En las últimas cinco semanas he conocido una nueva forma de habitar el mundo, que es como cuando te sumerges en el fondo de una alberca y el agua crea una burbuja que te aísla de todo lo que sucede en el exterior. Quizás escuchas voces lejanas o alcanzas a ver las vidas de los demás, pero no estás ahí ni con ellos. Te sientes aislado de todos y de todo. Lo que antes te entretenía, como la radio, la televisión o las redes sociales, deja de interesarte por completo. Te atraen la soledad, el silencio, la lectura, la meditación y tu cama.

La depresión te coquetea todo el día, en especial por las mañanas al levantarte. Te guiña el ojo y te habla al oído para convencerte de quedarte entre las sábanas y no hacer ejercicio, no ver ni hablar con nadie. Su mejor arma es una aspiradora que te succiona hacia la nada, para no tener que esforzarte y así permanecer en una aparente “comodidad”. He podido comprobar que hay una línea muy fina entre honrar el duelo y caer en la depresión, la cual, a pesar mío, me he resistido a cruzar.
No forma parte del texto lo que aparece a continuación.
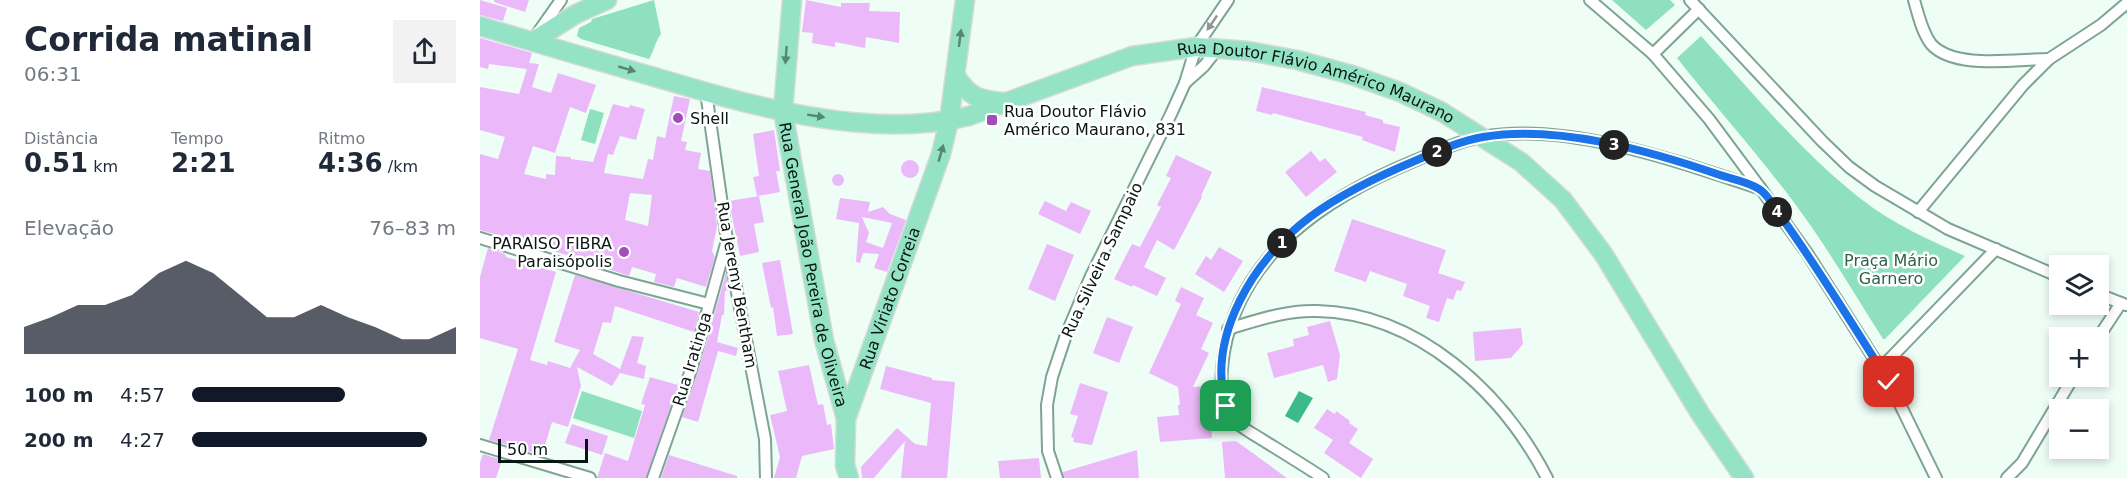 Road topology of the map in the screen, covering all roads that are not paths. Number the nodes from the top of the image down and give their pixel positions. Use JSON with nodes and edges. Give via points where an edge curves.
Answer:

He comprendido que el duelo no se puede patear, ignorar o saltar. Cuán verdadera es la descripción que hace Elizabeth Gilbert sobre él: “Es una energía que tiene su propia vida y que no puede controlarse o predecirse. Va y viene a su antojo. Llega con la fuerza de un tsunami, en el momento menos esperado. Hace contigo lo que quiere y cuando quiere”. Y no queda más que rendirse con humildad a sus caprichos. A pesar del vacío enorme que implica, se tiene que vivir, honrar, llorar, así como darle su tiempo hasta que, un día, decida irse. No tiene duración definida, no hay dos personas que lo vivan igual. Sólo queda tener paciencia, compasión con uno mismo y aceptación de la realidad. Ésta última es la más difícil, ya que es cierto aquello de que el dolor de la pérdida es directamente proporcional al amor que le tuvimos a nuestro ser querido; por lo que para muchos de nosotros se vuelve un gran tormento.
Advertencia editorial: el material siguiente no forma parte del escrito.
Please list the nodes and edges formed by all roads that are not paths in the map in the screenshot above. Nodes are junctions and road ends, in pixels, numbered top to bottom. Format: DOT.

Ahora sé, aunque en su momento no lo supe —o no lo quise reconocer—, que mi duelo no empezó con la muerte de Pablo, mi amado esposo y compañero durante 50 años; sino diez días antes de su partida. Tal como sucede al inicio de las obras de teatro, tuve tres llamadas o avisos previas que no supe interpretar. Si bien sabía que su salud se deterioraba, siempre cubrí la situación con el tamiz de la esperanza. Supongo que la conciencia, en un modo de sobrevivencia, cierra los ojos ante lo inminente. ¿Qué hubiera hecho diferente? No sé, quizá todo o tal vez nada. Sólo sé que, en los momentos más complicados, la vida de quienes cuidamos a un ser querido en una situación de salud extrema se pone en modo “complacencia”, sin ver más allá de eso. La familia alrededor ignora el cansancio físico, las noches sin dormir o las incomodidades, con tal de hacer la realidad más llevadera.
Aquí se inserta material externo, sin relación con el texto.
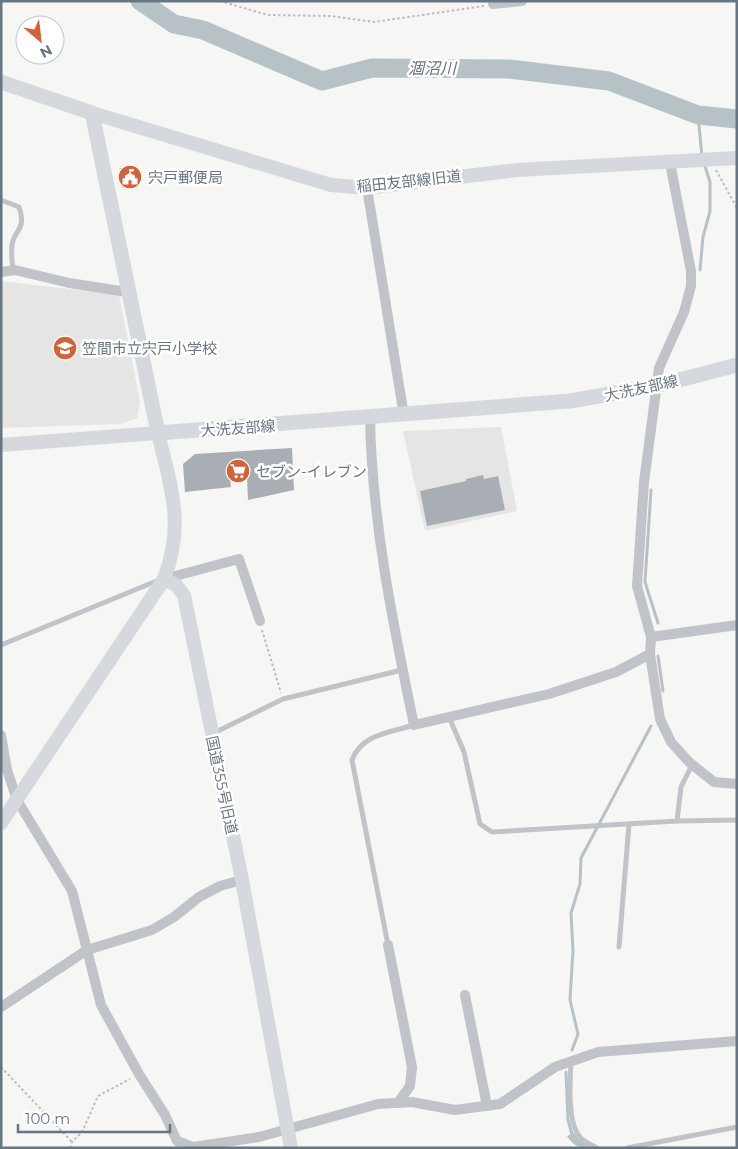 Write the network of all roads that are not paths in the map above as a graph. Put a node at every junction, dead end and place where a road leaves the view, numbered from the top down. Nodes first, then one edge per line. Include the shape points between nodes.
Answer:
1 (522, 1) edge
2 (493, 4) road end
3 (1, 82) edge
4 (92, 113) junction
5 (737, 158) edge
6 (670, 163) junction
7 (367, 188) junction
8 (1, 200) edge
9 (13, 270) junction
10 (1, 272) edge
11 (128, 292) junction
12 (737, 365) edge
13 (656, 386) junction
14 (404, 416) junction
15 (370, 419) junction
16 (158, 434) junction
17 (1, 445) edge
18 (164, 579) junction
19 (260, 621) road end
20 (737, 625) edge
21 (651, 637) junction
22 (1, 645) edge
23 (650, 654) junction
24 (402, 670) junction
25 (449, 717) junction
26 (414, 725) junction
27 (212, 734) junction
28 (1, 735) edge
29 (692, 764) junction
30 (737, 784) edge
31 (17, 800) junction
32 (737, 820) edge
33 (677, 821) junction
34 (1, 823) edge
35 (629, 824) junction
36 (242, 880) junction
37 (388, 945) joint
38 (619, 947) dead end
39 (87, 950) junction
40 (465, 995) dead end
41 (1, 1007) edge
42 (737, 1041) edge
43 (571, 1062) junction
44 (398, 1103) junction
45 (487, 1106) junction
46 (737, 1127) edge
47 (287, 1130) junction
48 (291, 1148) edge
49 (597, 1148) edge
50 (627, 1148) edge

1 - 2 street
3 - 4 main road
4 - 7 street, 稲田友部線旧道 via 331,185
4 - 11 main road
5 - 6 street, 稲田友部線旧道
6 - 7 street, 稲田友部線旧道 via 517,170
6 - 13 street via 692,286 659,368
7 - 14 street
8 - 9 lane via 19,207 22,215 22,228 12,243
9 - 10 street
9 - 11 street
11 - 16 main road
12 - 13 main road, 大洗友部線
13 - 14 main road, 大洗友部線 via 570,401
13 - 21 street via 640,518 637,586
14 - 15 main road, 大洗友部線
15 - 16 main road, 大洗友部線
15 - 24 street via 374,504
16 - 17 street
16 - 18 street via 176,525 172,556
18 - 19 street via 239,559
18 - 22 lane
18 - 27 street, 国道355号旧道 via 176,585 184,595
18 - 31 street
20 - 21 street
21 - 23 street
23 - 25 street via 616,672 550,694
23 - 29 street via 660,719 671,742
24 - 26 street
24 - 27 lane via 283,699
25 - 26 street
25 - 35 lane via 464,752 480,824 492,832
26 - 37 lane via 366,740 356,747 352,760
27 - 36 street, 国道355号旧道
28 - 31 street via 7,770
29 - 30 street via 714,782
29 - 33 lane via 681,787
31 - 34 street
31 - 39 street via 72,891
32 - 33 lane
33 - 35 lane
35 - 38 lane
36 - 39 street via 198,897 152,930
36 - 47 street, 国道355号旧道
37 - 44 street via 412,1067 410,1086
39 - 41 street
39 - 47 street via 101,1005 177,1141 192,1147
40 - 45 street
42 - 43 street via 598,1052
43 - 45 street via 555,1067 500,1104
43 - 49 lane via 574,1123 580,1137
44 - 45 street via 412,1102 456,1110
44 - 47 street via 378,1104
46 - 50 lane
47 - 48 street, 国道355号旧道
En mi caso, antes de que los sucesos finales se desarrollaran y me sumergiera en el fondo de la alberca, no sé si por intuición, por una conexión energética o debido a la inteligencia del corazón, sentí, en esas tres ocasiones, un vacío angustioso que me avisaba de la cercana partida de Pablo. Desde entonces y hasta ahora, la sensación de estar separada del mundo prevalece. Sin embargo, tengo la esperanza de que al honrar el duelo y darle su tiempo y espacio, tarde o temprano el gran amor que nos tuvimos se convertirá en gratitud y en alegría de haber tenido juntos una vida tan plena.